◆ **EXERCISE MATERIALS**

· · · · ·

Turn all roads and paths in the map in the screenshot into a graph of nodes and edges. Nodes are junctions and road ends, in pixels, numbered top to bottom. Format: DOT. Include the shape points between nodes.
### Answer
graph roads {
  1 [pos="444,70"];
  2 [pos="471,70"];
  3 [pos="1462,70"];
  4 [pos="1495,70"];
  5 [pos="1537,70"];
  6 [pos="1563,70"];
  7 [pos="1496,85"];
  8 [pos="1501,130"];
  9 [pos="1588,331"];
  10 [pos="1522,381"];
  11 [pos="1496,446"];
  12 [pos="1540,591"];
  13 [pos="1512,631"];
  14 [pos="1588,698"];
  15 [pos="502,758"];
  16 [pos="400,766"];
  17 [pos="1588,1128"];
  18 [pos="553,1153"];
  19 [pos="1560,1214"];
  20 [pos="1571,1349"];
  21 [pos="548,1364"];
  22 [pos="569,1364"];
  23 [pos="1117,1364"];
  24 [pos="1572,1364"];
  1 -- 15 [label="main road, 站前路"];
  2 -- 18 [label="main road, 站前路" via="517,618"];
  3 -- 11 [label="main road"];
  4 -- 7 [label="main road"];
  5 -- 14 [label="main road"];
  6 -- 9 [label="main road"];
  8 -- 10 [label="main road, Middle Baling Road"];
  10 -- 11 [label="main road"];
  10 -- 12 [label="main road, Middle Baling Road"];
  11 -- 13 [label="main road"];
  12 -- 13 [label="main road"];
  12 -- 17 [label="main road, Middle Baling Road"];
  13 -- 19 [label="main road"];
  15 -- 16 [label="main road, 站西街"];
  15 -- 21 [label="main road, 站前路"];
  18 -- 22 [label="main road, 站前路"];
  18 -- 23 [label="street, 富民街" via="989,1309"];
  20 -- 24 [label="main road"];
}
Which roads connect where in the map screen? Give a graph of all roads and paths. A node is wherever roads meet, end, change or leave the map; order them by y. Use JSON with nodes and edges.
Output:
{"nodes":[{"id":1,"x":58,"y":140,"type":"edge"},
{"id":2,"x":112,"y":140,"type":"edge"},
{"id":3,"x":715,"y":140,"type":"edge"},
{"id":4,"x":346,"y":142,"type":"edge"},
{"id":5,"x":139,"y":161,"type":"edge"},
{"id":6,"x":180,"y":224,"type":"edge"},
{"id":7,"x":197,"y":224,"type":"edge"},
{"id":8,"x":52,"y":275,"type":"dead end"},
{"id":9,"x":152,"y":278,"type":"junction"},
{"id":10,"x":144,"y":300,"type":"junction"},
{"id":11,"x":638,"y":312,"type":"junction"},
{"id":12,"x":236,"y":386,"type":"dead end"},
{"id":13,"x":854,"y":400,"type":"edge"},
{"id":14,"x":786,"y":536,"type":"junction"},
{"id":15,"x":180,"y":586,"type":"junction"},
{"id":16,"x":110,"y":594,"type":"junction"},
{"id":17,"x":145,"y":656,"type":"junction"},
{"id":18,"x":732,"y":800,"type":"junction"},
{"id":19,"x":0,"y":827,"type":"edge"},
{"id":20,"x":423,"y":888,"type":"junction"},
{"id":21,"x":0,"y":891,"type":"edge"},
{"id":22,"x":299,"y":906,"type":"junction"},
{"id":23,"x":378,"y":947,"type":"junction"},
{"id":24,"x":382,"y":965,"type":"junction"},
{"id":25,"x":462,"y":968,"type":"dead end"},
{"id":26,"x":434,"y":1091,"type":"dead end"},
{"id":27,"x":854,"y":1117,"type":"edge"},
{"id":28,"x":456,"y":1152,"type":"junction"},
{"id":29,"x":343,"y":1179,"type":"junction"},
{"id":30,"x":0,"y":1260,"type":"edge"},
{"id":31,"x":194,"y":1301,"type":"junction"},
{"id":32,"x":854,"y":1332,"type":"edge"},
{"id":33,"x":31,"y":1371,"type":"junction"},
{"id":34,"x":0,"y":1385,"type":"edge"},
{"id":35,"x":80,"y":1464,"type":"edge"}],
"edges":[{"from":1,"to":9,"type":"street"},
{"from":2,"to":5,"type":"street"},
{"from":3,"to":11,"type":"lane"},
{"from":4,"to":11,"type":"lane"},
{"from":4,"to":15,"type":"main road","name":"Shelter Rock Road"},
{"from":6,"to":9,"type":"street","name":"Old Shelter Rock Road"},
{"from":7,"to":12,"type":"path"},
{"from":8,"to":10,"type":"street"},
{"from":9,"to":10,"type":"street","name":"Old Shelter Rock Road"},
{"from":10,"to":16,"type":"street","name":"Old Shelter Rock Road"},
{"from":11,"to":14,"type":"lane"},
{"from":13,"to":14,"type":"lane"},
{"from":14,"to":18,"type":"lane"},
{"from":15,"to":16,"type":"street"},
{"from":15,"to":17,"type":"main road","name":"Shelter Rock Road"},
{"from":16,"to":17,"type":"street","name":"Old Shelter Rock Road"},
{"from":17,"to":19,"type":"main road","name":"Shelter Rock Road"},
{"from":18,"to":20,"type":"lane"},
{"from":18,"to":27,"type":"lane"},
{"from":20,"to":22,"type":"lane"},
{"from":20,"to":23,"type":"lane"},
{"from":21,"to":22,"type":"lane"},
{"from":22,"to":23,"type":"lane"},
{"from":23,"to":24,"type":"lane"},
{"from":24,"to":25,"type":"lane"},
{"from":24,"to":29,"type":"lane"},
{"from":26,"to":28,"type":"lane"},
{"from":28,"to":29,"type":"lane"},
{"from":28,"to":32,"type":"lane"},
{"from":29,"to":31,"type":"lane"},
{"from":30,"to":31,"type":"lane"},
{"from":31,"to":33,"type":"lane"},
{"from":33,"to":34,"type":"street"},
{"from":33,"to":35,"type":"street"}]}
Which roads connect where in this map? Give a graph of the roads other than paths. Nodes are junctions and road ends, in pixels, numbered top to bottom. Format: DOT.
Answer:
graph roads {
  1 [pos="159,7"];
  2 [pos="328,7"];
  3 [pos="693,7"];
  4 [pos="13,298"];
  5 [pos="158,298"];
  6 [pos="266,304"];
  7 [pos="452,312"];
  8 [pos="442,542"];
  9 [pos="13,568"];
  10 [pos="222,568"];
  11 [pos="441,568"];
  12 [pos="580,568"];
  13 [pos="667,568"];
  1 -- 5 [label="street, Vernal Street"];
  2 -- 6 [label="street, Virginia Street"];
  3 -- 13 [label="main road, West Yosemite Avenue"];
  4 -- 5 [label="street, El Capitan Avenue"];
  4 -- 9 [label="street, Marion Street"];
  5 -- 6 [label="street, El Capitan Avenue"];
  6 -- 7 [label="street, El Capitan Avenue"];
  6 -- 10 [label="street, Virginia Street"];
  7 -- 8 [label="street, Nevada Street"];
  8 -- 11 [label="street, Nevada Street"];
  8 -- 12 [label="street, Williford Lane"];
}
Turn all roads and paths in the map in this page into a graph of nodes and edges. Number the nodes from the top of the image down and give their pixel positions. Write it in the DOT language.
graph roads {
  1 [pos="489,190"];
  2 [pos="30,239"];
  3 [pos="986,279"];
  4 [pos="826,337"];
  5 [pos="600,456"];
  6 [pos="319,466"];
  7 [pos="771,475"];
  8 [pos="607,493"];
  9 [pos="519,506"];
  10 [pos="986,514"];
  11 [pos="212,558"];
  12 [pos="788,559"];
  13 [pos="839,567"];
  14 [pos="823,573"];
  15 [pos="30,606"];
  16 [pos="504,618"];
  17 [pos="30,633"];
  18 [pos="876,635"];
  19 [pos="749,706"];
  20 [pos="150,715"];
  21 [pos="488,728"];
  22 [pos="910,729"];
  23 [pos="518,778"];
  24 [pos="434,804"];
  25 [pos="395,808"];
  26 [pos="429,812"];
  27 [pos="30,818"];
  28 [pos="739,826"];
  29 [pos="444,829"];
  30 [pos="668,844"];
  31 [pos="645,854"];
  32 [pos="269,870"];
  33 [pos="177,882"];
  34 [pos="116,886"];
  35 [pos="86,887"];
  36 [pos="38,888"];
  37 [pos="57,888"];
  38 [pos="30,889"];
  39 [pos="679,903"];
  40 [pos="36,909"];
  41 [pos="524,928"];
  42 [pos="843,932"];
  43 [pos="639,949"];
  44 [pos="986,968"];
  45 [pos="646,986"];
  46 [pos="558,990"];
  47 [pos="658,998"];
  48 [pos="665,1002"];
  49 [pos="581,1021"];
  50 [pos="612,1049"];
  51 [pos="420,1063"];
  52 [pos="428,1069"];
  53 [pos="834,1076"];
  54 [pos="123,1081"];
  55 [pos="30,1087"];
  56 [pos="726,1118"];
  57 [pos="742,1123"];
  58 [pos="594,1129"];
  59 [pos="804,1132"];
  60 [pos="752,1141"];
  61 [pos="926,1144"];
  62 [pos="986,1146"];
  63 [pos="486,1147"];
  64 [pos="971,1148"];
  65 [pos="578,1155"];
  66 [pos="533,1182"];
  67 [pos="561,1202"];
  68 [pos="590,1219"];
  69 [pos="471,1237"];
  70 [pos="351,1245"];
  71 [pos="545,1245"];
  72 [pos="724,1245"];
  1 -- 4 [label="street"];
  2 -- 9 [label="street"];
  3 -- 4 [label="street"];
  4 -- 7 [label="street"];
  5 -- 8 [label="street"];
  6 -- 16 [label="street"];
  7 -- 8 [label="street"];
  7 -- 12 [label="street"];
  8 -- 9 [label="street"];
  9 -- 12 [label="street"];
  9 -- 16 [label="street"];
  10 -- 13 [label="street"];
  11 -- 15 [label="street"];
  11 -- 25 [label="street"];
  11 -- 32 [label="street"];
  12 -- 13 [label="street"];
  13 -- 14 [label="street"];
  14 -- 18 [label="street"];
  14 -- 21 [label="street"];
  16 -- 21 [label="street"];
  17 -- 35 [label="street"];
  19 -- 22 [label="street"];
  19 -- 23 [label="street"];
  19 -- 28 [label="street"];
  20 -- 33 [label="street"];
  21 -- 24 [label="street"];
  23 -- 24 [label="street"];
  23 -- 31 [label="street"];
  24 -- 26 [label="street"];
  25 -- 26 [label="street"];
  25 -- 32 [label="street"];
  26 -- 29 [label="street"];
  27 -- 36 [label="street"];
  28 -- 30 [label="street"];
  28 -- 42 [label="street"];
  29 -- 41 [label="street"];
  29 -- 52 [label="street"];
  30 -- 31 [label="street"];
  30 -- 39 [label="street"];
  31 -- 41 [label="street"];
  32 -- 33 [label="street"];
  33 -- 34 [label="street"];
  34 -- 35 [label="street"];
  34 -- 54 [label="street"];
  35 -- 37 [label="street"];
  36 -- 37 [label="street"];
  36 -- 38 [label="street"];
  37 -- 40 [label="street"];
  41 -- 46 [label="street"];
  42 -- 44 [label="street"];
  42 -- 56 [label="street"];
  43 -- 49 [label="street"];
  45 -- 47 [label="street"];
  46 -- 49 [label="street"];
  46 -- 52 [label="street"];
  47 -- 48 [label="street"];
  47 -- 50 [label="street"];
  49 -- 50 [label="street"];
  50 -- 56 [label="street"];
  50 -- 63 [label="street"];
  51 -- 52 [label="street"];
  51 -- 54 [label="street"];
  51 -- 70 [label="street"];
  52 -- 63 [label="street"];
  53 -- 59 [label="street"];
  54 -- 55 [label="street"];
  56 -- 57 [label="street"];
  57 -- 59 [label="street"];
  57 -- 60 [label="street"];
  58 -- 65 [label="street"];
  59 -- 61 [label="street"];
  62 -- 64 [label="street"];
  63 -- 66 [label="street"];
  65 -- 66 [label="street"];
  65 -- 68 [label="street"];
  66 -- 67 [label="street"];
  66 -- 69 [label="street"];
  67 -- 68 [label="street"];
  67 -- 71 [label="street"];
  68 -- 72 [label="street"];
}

· · · · ·

◆ **PROBLEM**
Reply with a number alone, the number of lines of the records that hold the word "Capitan".

◆ **ANSWER SPACE**
3